• **How to complete this task**
Type out every line below exactly as it reads.

• **Records for processing**
┌──

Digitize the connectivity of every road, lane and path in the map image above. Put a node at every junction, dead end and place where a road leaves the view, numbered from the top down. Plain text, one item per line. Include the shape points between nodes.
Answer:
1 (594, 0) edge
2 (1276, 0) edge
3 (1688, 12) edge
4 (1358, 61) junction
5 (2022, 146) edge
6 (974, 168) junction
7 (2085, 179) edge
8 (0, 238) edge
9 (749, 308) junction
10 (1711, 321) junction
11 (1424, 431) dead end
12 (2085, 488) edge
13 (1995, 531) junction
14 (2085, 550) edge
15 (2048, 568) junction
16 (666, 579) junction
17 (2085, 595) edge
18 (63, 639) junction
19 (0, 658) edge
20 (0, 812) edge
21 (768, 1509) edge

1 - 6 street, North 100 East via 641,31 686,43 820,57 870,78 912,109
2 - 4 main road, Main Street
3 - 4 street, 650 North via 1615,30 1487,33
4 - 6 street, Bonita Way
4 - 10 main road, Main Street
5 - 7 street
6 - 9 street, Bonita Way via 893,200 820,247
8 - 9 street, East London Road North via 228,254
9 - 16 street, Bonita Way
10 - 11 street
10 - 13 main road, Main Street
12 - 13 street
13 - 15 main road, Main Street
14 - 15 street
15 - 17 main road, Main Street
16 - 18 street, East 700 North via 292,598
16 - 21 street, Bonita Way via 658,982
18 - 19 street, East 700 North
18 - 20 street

└──

• **Answer box**
Digitize the connectivity of every road, lane and path in the map image above. Put a node at every junction, dead end and place where a road leaves the view, numbered from the top down. Plain text, one item per line. Include the shape points between nodes.
Answer:
1 (594, 0) edge
2 (1276, 0) edge
3 (1688, 12) edge
4 (1358, 61) junction
5 (2022, 146) edge
6 (974, 168) junction
7 (2085, 179) edge
8 (0, 238) edge
9 (749, 308) junction
10 (1711, 321) junction
11 (1424, 431) dead end
12 (2085, 488) edge
13 (1995, 531) junction
14 (2085, 550) edge
15 (2048, 568) junction
16 (666, 579) junction
17 (2085, 595) edge
18 (63, 639) junction
19 (0, 658) edge
20 (0, 812) edge
21 (768, 1509) edge

1 - 6 street, North 100 East via 641,31 686,43 820,57 870,78 912,109
2 - 4 main road, Main Street
3 - 4 street, 650 North via 1615,30 1487,33
4 - 6 street, Bonita Way
4 - 10 main road, Main Street
5 - 7 street
6 - 9 street, Bonita Way via 893,200 820,247
8 - 9 street, East London Road North via 228,254
9 - 16 street, Bonita Way
10 - 11 street
10 - 13 main road, Main Street
12 - 13 street
13 - 15 main road, Main Street
14 - 15 street
15 - 17 main road, Main Street
16 - 18 street, East 700 North via 292,598
16 - 21 street, Bonita Way via 658,982
18 - 19 street, East 700 North
18 - 20 street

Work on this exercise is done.